The Baltimore PD did not have sound mutual aid agreements with some police forces in surrounding jurisdictions, jeopardizing how outside officers could respond, the report detailed. City lawyers said Baltimore PD was "drafting contracts with some agencies as those agencies' officers were on the highway headed to Baltimore." What role those officers could play in tamping down any chaotic situations was unclear throughout the unrest.

The department's response, meanwhile, was hampered while its 10-person Analytical Intelligence Section, a room used to develop information to help the Baltimore PD allocate resources and anticipate issues, was packed with as many as 100 people eager to get involved, even though it is designed for no more than 40 people.

The "distracting" environment and lack of equipment proved too insurmountable for analysts, the report found.

"Overall the report confirmed many of our own critiques and offered valuable suggestions on ways we can address those issues," said Baltimore Police Commissioner Kevin Davis, who replaced Anthony Batts in that role. "We will continue to work toward insuring that we are properly prepared with any mobilization in the future."

Batts ordered the PERF report this summer, before he was fired by Baltimore Mayor Stephanie Rawlings-Blake.

The report's findings relate to concerns that are already being addressed by the city, said Rawlings-Blake, according to WMAR.

"Many of them, we have already shown improvement.

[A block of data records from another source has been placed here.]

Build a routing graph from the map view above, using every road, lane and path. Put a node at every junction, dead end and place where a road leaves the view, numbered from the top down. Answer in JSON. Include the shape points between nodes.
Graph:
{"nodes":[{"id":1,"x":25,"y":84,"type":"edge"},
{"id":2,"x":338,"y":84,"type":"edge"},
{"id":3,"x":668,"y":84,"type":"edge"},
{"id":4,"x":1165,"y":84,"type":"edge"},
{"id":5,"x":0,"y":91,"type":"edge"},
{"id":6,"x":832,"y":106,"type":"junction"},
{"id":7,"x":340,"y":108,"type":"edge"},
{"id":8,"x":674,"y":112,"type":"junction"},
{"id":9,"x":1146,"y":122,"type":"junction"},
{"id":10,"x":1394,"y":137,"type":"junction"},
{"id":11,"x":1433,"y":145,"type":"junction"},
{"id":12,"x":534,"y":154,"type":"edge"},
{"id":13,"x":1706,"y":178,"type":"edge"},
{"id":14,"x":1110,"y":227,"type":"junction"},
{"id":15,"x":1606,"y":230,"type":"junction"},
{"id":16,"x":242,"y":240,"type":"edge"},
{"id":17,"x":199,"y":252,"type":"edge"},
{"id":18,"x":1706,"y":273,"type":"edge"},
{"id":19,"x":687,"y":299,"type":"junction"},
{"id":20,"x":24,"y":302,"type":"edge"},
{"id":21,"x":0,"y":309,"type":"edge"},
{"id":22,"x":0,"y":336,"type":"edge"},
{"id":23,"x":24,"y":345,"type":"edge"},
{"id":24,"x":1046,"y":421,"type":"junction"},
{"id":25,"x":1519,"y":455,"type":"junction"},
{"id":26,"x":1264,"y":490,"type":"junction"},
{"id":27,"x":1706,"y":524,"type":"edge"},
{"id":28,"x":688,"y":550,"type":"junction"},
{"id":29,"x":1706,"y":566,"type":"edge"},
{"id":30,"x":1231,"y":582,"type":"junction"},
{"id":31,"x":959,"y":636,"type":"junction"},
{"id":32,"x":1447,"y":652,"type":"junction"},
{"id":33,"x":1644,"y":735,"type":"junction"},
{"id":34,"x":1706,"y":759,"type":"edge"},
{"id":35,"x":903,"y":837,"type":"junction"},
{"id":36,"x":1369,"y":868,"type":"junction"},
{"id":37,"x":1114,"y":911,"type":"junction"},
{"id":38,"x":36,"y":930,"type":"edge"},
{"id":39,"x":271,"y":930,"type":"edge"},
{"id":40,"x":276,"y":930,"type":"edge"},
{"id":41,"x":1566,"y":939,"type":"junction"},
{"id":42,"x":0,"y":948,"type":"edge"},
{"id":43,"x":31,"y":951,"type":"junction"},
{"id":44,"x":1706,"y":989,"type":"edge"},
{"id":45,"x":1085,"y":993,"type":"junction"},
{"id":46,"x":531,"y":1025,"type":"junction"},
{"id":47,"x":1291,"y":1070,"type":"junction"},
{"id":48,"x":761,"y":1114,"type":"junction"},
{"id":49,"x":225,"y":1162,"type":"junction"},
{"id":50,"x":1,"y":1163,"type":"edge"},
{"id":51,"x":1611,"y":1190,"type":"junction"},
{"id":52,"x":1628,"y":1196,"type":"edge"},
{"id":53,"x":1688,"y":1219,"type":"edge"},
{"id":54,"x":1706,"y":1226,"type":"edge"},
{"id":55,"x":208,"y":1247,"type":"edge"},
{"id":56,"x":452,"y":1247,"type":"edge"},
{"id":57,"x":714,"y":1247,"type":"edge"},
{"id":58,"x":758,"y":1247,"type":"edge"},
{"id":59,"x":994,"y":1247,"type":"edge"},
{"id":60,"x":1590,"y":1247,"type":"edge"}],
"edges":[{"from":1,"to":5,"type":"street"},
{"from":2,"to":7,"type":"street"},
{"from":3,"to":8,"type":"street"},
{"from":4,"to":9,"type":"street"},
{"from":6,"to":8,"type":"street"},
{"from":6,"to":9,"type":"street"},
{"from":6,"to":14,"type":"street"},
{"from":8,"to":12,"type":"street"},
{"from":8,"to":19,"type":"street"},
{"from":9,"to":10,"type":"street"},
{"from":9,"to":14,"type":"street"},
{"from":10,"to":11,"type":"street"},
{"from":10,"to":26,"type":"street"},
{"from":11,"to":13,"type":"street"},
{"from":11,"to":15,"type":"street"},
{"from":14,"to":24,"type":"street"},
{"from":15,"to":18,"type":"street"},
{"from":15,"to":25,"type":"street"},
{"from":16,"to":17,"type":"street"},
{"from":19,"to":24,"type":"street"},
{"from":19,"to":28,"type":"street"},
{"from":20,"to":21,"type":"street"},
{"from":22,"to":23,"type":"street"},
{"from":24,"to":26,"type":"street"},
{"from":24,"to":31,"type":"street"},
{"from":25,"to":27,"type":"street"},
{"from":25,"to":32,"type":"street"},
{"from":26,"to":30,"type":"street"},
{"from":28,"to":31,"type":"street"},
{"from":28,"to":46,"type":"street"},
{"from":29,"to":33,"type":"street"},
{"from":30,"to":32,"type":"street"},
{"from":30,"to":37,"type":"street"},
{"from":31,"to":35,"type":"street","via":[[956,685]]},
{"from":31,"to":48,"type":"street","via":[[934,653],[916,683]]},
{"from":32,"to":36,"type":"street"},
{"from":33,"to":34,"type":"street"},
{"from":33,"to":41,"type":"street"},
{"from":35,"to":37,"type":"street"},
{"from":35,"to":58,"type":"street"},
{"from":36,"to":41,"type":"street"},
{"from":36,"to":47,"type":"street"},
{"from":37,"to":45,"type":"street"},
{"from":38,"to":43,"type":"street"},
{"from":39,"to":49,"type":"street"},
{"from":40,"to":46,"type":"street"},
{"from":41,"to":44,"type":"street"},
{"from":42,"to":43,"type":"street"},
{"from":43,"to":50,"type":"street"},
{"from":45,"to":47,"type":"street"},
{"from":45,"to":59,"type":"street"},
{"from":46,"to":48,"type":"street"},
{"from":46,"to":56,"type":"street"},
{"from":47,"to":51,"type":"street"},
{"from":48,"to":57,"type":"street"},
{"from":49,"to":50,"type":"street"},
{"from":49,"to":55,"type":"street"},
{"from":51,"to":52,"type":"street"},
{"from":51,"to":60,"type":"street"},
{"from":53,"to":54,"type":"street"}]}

Whether it is training, whether it is equipment, whether it is communication, whether it is coordination with our partners, we have taken steps to insure that Baltimore won't see another period of unrest like we had in April," the mayor said Monday.

Rawlings-Blake said those improvements were shown in September, during pretrial motion hearings in the Gray case. Better planning and tactics resulted in a limited number of arrests amid protests outside court proceedings, she said.

Davis said the report, the only investigation of the Gray riots that the city has endorsed, will help the Baltimore PD in the long-run.

"It is always important to reduce those observations and experience to an after action report and I hope it is another 47 years before someone has to dust this off, but we are ready now, we are prepared and the city is in a much better place," the police commissioner said.

The report did add that an "incident of this magnitude and duration would stress the resources of any police agency," and that police staff adjusted well as events unfolded. The "courage under pressure of countless [BPD] officers and supervisors should not be lost" despite the report's damning findings, it said.

The report is the second review of the Baltimore PD's actions during the April unrest. In July, the Fraternal Order of Police Lodge 3, a union that represents the 3,000 rank-and-file officers in Baltimore, said officers were not supplied with adequate equipment while their superiors' lack of clear instructions put them in danger.

The PERF report said that, amid recovery, the department must do what it can to protect citizens' First Amendment rights while officers engage in productive community policing.

"Doing so after the unrest may not be easy," it said, but "community relationships are important, especially in difficult times."

Gray's death sparked massive protests in the city and across the US. In Baltimore, unrest escalated into street violence that prompted the deployment of thousands of security troops and a week-long curfew.

While six of the officers involved in detaining Gray are now on trial, the city is still going through a difficult time, with the murder rate at the highest level since the 1990s. The city agreed in September to a $6.4 million wrongful death settlement with Gray's family, even before the officers' criminal trial had begun.